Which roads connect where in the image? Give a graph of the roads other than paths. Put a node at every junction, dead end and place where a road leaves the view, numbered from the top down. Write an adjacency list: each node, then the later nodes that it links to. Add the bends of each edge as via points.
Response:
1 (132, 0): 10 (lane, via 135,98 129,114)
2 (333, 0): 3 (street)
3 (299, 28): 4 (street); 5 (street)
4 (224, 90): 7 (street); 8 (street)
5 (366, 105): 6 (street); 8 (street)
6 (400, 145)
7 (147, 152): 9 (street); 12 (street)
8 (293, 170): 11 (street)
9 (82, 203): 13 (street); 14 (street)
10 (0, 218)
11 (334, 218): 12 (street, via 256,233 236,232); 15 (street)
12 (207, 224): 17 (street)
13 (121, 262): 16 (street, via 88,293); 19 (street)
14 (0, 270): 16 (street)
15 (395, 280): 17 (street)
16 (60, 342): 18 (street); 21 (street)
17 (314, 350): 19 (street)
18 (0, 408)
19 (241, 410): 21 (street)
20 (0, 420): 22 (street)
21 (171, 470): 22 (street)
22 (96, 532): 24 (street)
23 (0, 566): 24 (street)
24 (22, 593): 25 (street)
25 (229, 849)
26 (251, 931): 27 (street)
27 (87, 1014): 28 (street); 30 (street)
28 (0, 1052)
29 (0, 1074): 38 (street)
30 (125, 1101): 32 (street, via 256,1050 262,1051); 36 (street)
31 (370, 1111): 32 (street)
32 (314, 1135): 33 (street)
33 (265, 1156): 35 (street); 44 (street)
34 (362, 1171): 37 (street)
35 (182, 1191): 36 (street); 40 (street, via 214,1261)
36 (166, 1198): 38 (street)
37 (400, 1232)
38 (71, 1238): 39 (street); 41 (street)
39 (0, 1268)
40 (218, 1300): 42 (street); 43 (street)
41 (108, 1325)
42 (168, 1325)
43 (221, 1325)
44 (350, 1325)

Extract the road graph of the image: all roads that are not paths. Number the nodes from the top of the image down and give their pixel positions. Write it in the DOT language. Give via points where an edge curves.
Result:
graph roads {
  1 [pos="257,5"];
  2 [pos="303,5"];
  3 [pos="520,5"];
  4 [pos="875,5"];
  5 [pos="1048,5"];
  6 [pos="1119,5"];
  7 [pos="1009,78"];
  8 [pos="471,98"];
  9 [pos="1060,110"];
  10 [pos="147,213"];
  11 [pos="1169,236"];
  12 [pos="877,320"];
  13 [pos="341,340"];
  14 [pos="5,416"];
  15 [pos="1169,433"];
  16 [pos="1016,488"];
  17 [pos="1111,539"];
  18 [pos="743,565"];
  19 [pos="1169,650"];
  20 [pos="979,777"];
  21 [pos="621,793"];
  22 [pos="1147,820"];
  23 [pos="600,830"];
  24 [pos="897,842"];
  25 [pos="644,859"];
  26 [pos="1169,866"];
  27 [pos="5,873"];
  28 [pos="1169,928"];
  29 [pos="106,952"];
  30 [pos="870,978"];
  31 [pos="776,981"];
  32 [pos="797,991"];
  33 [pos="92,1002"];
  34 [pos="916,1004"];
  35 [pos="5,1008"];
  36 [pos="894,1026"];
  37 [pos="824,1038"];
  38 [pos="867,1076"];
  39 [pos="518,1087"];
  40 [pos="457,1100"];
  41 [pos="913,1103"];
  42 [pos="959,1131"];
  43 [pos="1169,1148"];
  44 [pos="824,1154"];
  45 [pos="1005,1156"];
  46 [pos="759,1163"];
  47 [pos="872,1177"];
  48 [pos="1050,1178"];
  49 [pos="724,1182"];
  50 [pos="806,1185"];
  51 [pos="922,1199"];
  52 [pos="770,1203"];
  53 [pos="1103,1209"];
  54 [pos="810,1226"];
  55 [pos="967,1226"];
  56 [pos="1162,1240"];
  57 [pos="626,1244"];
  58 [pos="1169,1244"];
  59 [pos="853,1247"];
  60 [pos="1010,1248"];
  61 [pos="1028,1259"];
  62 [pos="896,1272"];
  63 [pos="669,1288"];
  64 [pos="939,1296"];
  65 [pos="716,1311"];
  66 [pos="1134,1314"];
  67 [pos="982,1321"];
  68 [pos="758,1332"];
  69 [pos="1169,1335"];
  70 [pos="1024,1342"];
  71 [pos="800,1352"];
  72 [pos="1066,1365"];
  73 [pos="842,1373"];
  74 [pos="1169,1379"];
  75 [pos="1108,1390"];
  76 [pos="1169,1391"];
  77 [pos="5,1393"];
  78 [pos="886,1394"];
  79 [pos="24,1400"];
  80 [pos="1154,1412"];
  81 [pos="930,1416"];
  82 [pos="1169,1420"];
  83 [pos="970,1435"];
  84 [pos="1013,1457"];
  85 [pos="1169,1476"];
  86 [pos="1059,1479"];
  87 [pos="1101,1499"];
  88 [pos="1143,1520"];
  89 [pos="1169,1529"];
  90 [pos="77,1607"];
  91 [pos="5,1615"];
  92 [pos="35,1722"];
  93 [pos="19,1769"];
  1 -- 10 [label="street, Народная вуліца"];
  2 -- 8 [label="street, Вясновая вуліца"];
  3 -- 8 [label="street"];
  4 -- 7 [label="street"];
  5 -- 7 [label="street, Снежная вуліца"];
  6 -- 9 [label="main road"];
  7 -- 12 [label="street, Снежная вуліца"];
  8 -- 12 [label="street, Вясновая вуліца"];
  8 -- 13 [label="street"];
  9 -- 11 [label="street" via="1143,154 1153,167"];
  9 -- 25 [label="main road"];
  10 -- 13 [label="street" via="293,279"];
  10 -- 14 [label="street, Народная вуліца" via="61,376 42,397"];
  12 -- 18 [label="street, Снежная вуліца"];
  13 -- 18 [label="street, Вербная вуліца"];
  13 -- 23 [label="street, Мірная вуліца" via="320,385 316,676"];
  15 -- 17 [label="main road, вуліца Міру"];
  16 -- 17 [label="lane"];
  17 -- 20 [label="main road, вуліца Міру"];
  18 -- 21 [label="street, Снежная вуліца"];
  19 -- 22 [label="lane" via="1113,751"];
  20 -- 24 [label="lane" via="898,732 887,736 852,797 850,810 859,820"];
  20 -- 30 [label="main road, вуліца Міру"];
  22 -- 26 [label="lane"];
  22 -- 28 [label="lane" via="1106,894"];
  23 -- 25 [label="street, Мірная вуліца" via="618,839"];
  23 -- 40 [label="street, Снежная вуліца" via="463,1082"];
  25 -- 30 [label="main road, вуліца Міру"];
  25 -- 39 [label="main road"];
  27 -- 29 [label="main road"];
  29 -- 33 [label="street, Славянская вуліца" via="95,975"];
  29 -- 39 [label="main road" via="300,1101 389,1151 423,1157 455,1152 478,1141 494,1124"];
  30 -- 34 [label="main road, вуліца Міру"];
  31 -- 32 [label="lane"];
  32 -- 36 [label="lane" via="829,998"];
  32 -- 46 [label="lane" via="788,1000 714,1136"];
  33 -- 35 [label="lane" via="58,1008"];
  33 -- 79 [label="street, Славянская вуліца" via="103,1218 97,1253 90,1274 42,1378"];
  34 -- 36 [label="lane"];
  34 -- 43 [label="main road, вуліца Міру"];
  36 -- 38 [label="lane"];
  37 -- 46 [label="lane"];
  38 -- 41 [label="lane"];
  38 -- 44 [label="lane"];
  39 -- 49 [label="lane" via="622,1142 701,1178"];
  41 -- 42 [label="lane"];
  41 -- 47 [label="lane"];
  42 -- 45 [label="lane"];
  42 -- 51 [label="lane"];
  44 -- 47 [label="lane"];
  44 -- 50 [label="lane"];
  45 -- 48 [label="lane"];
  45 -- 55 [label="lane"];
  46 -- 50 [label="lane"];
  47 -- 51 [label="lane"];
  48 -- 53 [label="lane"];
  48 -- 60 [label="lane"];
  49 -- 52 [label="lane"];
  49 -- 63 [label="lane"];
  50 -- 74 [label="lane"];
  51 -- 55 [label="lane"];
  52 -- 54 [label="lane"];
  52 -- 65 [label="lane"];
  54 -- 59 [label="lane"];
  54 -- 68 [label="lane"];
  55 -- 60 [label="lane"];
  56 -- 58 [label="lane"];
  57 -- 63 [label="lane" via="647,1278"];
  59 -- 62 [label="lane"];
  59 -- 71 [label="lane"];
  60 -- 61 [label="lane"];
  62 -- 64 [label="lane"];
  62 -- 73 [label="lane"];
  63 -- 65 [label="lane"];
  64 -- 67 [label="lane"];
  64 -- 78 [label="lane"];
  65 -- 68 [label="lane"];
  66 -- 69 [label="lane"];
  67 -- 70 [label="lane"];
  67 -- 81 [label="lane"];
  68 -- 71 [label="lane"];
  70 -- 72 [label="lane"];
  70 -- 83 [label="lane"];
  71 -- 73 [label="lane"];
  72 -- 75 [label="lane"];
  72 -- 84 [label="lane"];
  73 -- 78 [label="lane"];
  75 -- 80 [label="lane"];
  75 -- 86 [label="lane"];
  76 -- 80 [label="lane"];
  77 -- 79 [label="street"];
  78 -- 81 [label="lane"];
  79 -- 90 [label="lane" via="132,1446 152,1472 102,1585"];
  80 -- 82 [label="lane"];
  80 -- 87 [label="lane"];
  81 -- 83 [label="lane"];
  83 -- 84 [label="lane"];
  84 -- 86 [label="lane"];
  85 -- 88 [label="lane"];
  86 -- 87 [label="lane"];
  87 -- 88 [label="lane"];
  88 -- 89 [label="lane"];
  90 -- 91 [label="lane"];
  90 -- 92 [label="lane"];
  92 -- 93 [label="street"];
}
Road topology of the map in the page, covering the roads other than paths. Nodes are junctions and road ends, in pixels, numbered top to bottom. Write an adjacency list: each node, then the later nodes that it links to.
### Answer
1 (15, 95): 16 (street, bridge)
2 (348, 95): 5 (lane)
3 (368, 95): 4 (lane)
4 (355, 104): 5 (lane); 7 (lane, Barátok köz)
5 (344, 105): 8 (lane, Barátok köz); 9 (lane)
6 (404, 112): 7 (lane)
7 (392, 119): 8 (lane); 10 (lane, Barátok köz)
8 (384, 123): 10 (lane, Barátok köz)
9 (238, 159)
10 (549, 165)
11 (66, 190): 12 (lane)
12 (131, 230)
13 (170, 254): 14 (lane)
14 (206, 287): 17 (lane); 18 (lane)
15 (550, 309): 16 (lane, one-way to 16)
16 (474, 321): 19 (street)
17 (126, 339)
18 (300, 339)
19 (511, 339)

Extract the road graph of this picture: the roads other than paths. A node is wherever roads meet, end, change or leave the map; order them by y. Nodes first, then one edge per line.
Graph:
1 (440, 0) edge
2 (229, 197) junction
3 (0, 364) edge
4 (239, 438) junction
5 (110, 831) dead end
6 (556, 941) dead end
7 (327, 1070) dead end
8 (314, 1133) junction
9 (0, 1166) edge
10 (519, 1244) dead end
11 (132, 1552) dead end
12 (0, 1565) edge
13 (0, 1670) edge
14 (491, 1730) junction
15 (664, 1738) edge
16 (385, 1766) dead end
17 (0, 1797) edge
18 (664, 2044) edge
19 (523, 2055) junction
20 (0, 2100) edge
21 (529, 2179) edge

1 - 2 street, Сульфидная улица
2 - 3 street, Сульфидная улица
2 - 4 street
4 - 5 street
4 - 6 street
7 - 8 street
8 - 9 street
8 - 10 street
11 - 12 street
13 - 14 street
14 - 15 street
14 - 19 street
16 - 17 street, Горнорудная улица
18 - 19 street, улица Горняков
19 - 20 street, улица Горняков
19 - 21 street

-- -- --

Go through the material above and output exactly the lines from the one containing "Road topology of" through the one containing "Extract the road graph of this".

Road topology of the map in the page, covering the roads other than paths. Nodes are junctions and road ends, in pixels, numbered top to bottom. Write an adjacency list: each node, then the later nodes that it links to.
### Answer
1 (15, 95): 16 (street, bridge)
2 (348, 95): 5 (lane)
3 (368, 95): 4 (lane)
4 (355, 104): 5 (lane); 7 (lane, Barátok köz)
5 (344, 105): 8 (lane, Barátok köz); 9 (lane)
6 (404, 112): 7 (lane)
7 (392, 119): 8 (lane); 10 (lane, Barátok köz)
8 (384, 123): 10 (lane, Barátok köz)
9 (238, 159)
10 (549, 165)
11 (66, 190): 12 (lane)
12 (131, 230)
13 (170, 254): 14 (lane)
14 (206, 287): 17 (lane); 18 (lane)
15 (550, 309): 16 (lane, one-way to 16)
16 (474, 321): 19 (street)
17 (126, 339)
18 (300, 339)
19 (511, 339)

Extract the road graph of this picture: the roads other than paths. A node is wherever roads meet, end, change or leave the map; order them by y. Nodes first, then one edge per line.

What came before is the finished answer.